"How are the injured going to be attended to? What is the ability of hospitals to respond? Of basic services? Water, energy, food reserves? I don't think this is being addressed with enough responsibility," said Tavera of the Geophysical Institute.

By necessity, most injured will be treated where they fall, but Peru's police have no comprehensive first-aid training. Only Lima's 4,000 firefighters, all volunteers, have such training, as does a 1,000-officer police emergency squadron.

But because the firefighters are volunteers, a quake's timing could influence rescue efforts.

"If you go to a fire station at 10 in the morning there's hardly anyone there," said Gonzalez, who advocates a full-time professional force.

In the next two months, Lima will spend nearly $2 million on the three fire companies that cover downtown Lima, its first direct investment in firefighters in 25 years, Prado said. The national government is spending $18 million citywide for 50 new fire trucks and ambulances.

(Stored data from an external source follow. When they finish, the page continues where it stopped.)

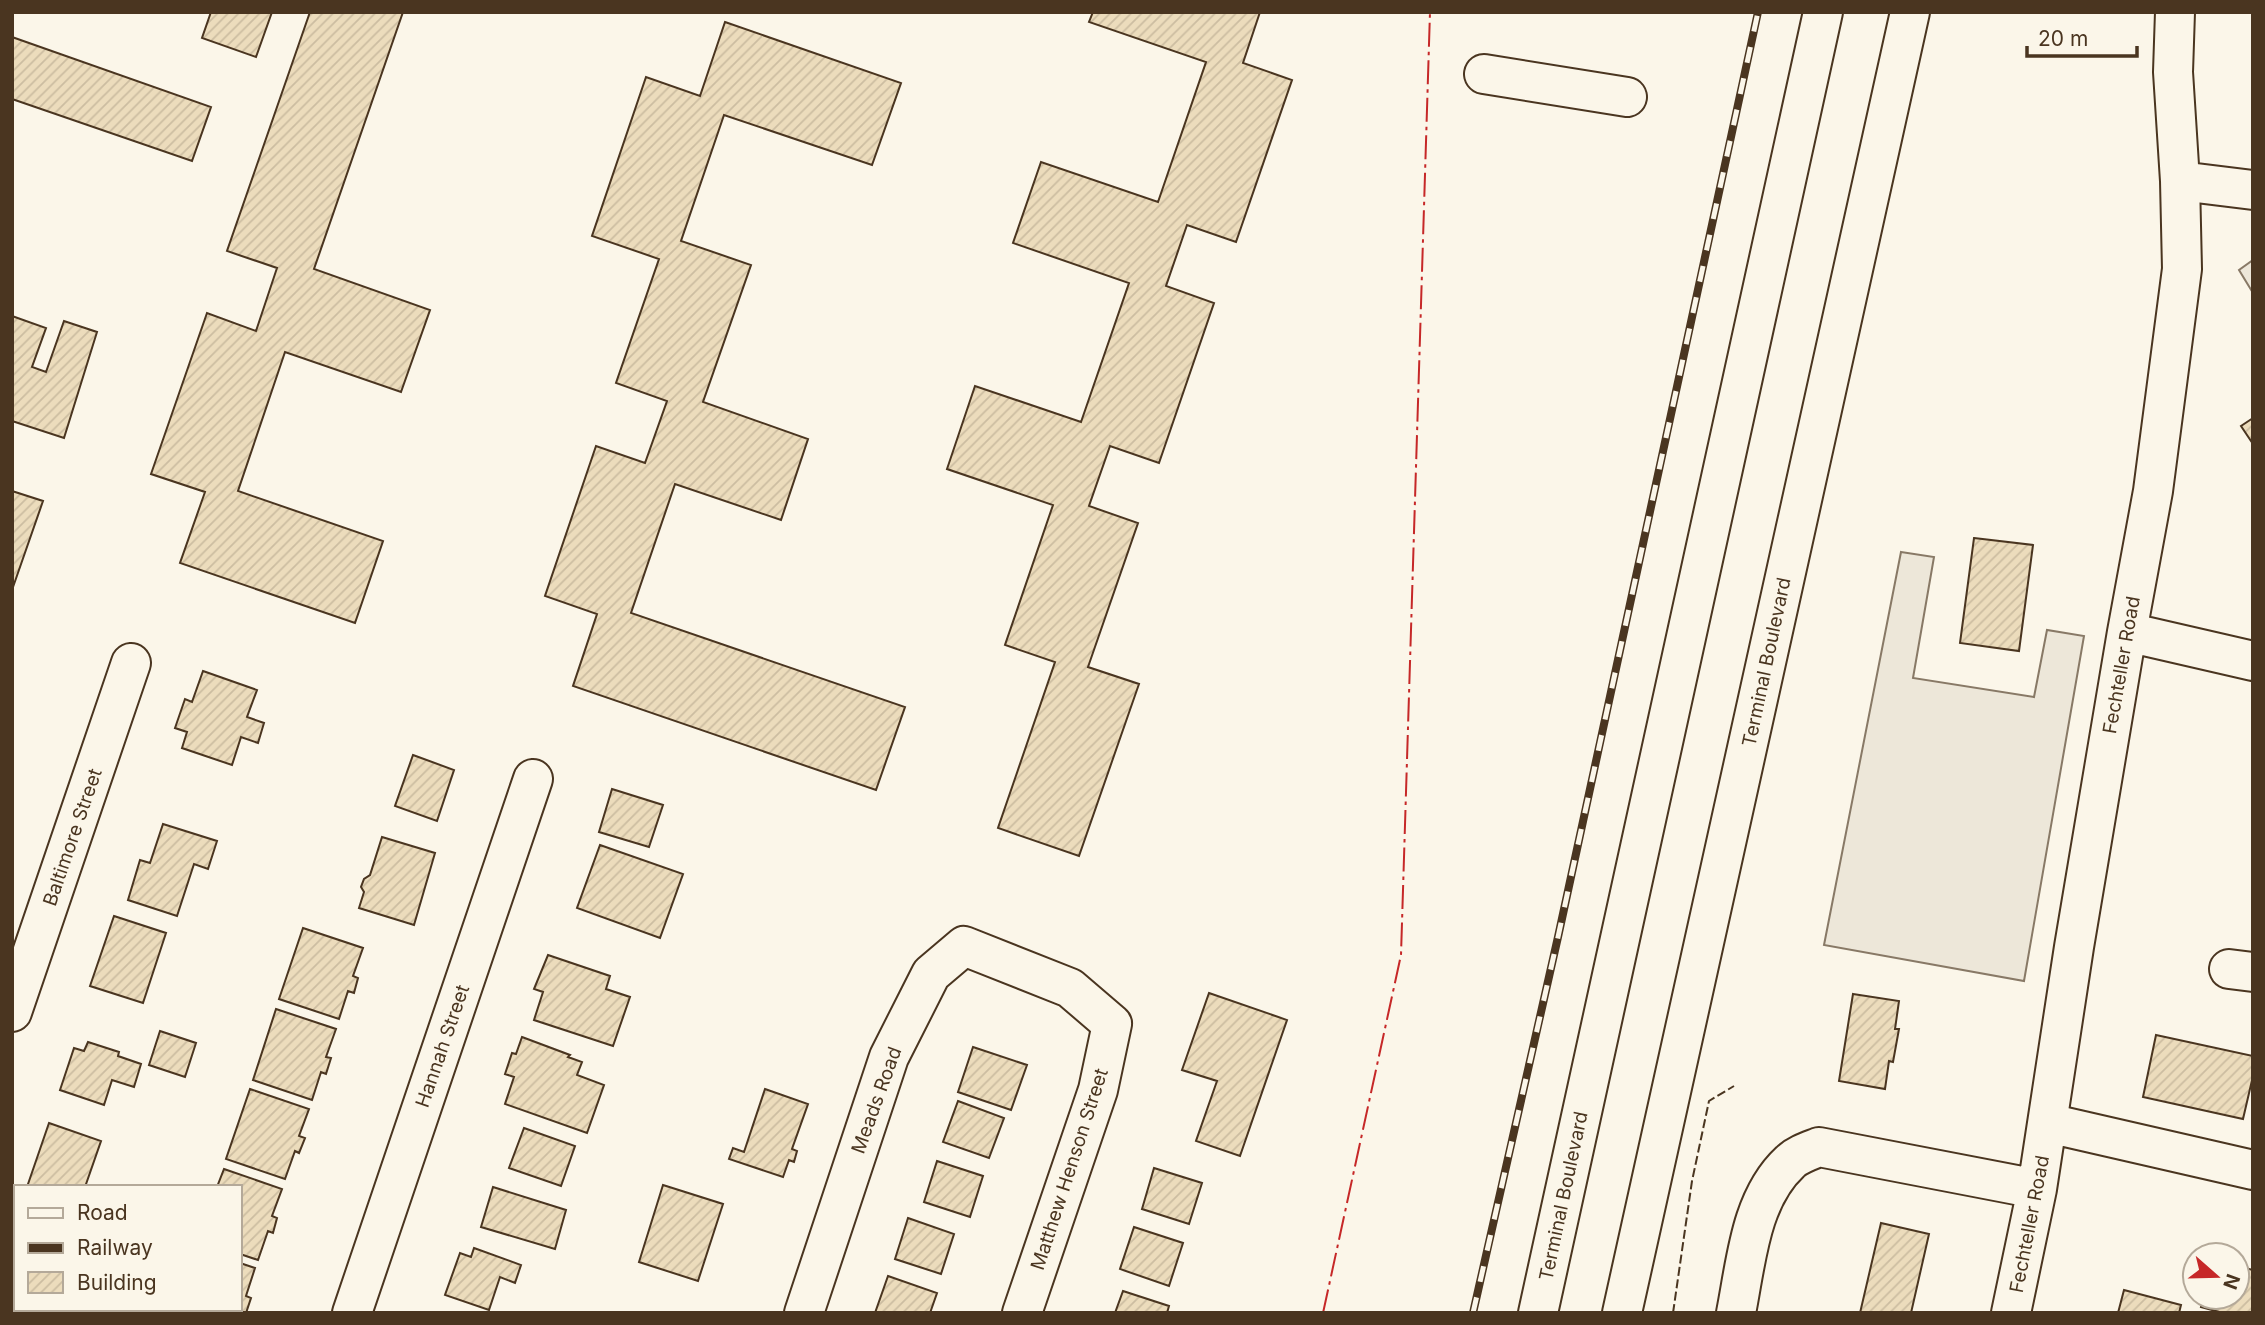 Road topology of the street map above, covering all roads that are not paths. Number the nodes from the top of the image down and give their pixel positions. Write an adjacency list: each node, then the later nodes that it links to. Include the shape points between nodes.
1 (1823, 12): 21 (street, Terminal Boulevard)
2 (1910, 12): 22 (street, Terminal Boulevard)
3 (2175, 12): 6 (street, Fechteller Road, via 2173,72)
4 (1484, 74): 5 (street)
5 (1627, 97)
6 (2180, 181): 7 (street); 8 (street, Fechteller Road, via 2182,269 2153,491)
7 (2253, 190)
8 (2127, 632): 9 (street); 15 (street, Fechteller Road)
9 (2253, 661)
10 (131, 663): 12 (street, Baltimore Street)
11 (533, 779): 18 (street, Hannah Street)
12 (20, 964): 13 (street, Baltimore Street)
13 (12, 1012)
14 (1112, 1024): 19 (street, Meads Road, via 1070,988 964,946 932,974 889,1057); 20 (street, Matthew Henson Street, via 1098,1090)
15 (2048, 1123): 16 (street); 17 (street, Fechteller Road)
16 (2253, 1170)
17 (2037, 1189): 23 (street, via 1819,1147 1792,1160 1776,1177 1755,1219); 24 (street, Fechteller Road)
18 (352, 1313)
19 (804, 1313)
20 (1022, 1313)
21 (1538, 1313)
22 (1622, 1313)
23 (1736, 1313)
24 (2011, 1313)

But where would the ambulances go?

A 1997 study by the Pan American Health Organization found that three of Lima's principal public hospitals would likely collapse in a major quake, but nothing has been done to reinforce them.

And there are no free beds. One public hospital, Maria Auxiliadora, serves more than 1.2 million people in Lima's south but has just 400 beds, and they are always full.

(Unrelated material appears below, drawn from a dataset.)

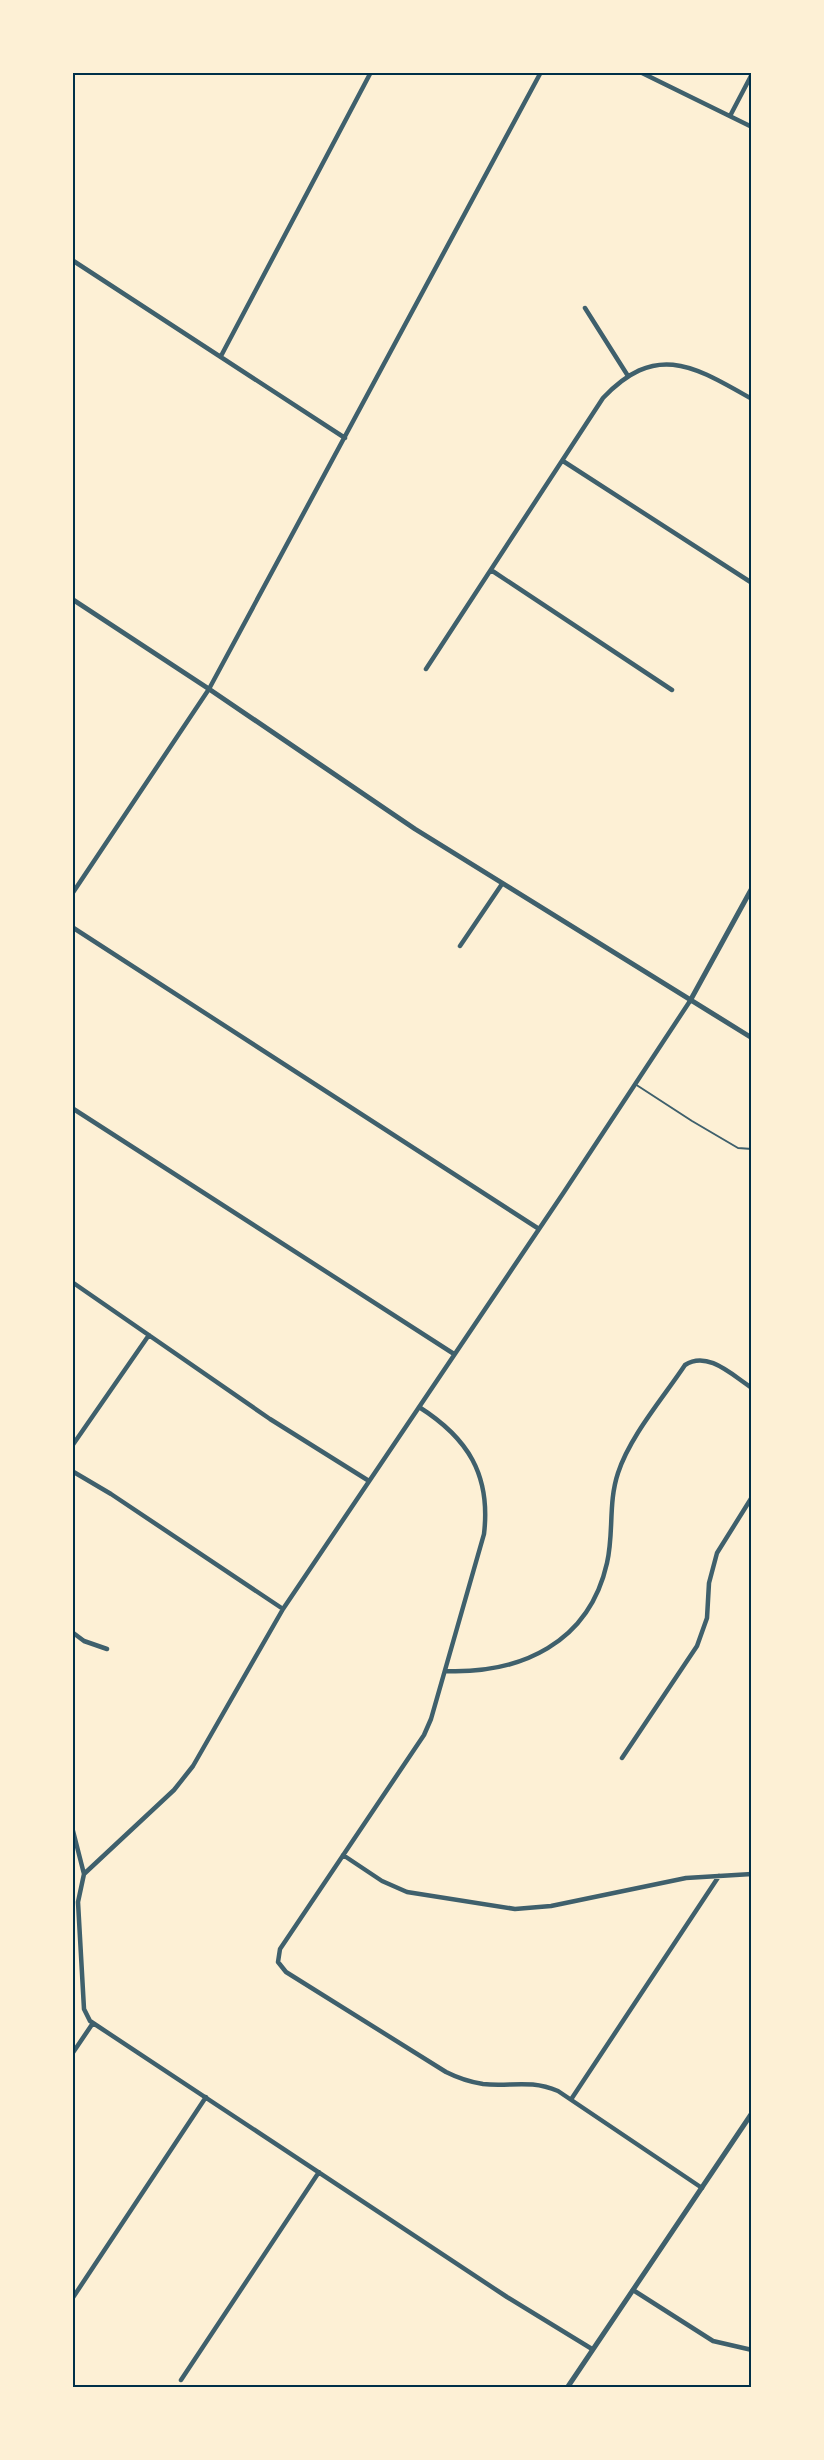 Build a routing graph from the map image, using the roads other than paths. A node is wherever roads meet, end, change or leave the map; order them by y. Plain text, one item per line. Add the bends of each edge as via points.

Contingency plans call for setting up mobile hospitals in tents in city parks. But Gonzalez said only about 10,000 injured could be treated.

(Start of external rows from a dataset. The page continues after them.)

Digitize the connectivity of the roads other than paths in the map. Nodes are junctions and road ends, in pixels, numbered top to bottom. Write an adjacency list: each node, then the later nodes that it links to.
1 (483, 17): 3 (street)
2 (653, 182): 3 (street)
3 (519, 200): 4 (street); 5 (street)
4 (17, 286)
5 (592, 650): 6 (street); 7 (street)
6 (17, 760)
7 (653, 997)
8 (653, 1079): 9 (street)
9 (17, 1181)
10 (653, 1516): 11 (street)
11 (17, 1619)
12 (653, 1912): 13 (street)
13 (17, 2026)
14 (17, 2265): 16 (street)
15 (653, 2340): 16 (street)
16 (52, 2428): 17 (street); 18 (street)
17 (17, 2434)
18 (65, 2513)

Water is also a worry. The fire threat to Lima is severe â¿¿ from refineries to densely-backed neighborhoods honeycombed with colonial-era wood and adobe. Lima's firefighters often can't get enough water pressure to douse a blaze.

"We should have places where we can store water not just to put out fires but also to distribute water to the population," said Sato, former head of the disaster mitigation department at Peru's National Engineering University.